Fast forward past swimming... 1989 to present. I'm still not terribly competitive with people who aren't me. Ii understand that drive to be the best intellectually, but I can't summon the will to embrace it. In the last 30 years, this need to be better than myself has warped itself in some truly destructive ways. When I can't live up to my own self-imposed standards, I beat myself up... badly. It's transformed into depression and social anxiety that simultaneously reminds me that I need to do better, be better, but a voice always pops in pestering me that I won't live up to those standards and I shouldn't even try. Order a pizza and watch Shaun of the Dead again. That will make you feel better.
For years it told me, "Good thing you gave up on writing. You were never as good as Brendan or Charger anyway. Save yourself the pain of the comparison."
Therapy has helped me silence or quiet this pernicious voice more often. It's also helped me develop a new relationship with the concept of "best". I try to use that word very sparingly now.
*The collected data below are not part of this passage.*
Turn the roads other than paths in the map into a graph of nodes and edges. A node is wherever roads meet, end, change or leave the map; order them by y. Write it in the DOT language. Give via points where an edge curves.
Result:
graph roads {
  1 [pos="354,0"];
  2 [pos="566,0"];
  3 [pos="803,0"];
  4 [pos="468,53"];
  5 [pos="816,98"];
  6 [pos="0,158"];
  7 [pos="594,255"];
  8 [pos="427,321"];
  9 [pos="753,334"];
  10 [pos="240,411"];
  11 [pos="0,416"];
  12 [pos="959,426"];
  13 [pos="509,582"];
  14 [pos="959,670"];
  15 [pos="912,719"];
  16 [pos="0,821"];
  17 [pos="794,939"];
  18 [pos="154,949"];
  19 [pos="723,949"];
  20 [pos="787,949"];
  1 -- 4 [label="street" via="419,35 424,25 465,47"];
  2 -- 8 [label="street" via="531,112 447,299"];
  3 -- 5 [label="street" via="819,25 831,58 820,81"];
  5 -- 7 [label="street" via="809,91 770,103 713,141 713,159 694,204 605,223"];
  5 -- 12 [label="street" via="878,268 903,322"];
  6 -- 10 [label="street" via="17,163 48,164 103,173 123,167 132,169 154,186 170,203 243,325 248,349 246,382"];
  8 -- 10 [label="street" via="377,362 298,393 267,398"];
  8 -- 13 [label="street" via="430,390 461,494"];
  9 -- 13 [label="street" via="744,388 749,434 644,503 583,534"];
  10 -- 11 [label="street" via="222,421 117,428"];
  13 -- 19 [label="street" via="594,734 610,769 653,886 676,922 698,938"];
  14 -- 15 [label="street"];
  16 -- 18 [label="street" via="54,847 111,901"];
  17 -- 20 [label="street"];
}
Only when something can objectively be measured to be "the best". "The Vikings are the best football team in history!" my brother likes to say despite them never achieving literally the one thing that really determines whether a football team is or isn't the best in a given year.
"The best Mexican food I've ever had is in Cypress." says a friend who's largely only ever experienced Mexican food in the greater Seattle region.
"Jimi Hendrix is the best guitarist ever!" basically everyone who's ever had an opinion on a rock guitarist except for the camp who have an unhealthy obsession with Eddie VanHalen.
"New York pizza is the best!" says one particularly annoying group of people.
"No! Chicago pizza is the best!" says another equally annoying group. (Hint: they're both wrong. There is no "best pizza")
This notion of "the best" or "the greatest" rubs me in totally the wrong way. Over the last couple of years, I've worked hard to reframe how I use "the best" or "the greatest" in my everyday vocabulary. Unless it can be measurably, and demonstrably proven that something is empirically the tops in its particular category, I don't use it. My 3 cats aren't the best cats. They're my favorite cats. My dog? He's not the best dog... just my favorite. Jimi Hendrix... not the best guitarist ever... just one of the most transformative and influential of the rock and roll era. New York pizza... not the best... just on average better than most because there is a deep culture to the food in that particular region of the country. Best writer? Best band? Best actor? There are none. Just a fantastically huge spectrum ranging from terrible to fantastic... and which is which is largely dependent on the tastes of the person making the assessment. Now, I have my favorites instead of "bests". Except for Roscoe. Roscoe really just was the best dog. End of story. Period. Nah nah nah nah nah! I can't hear you!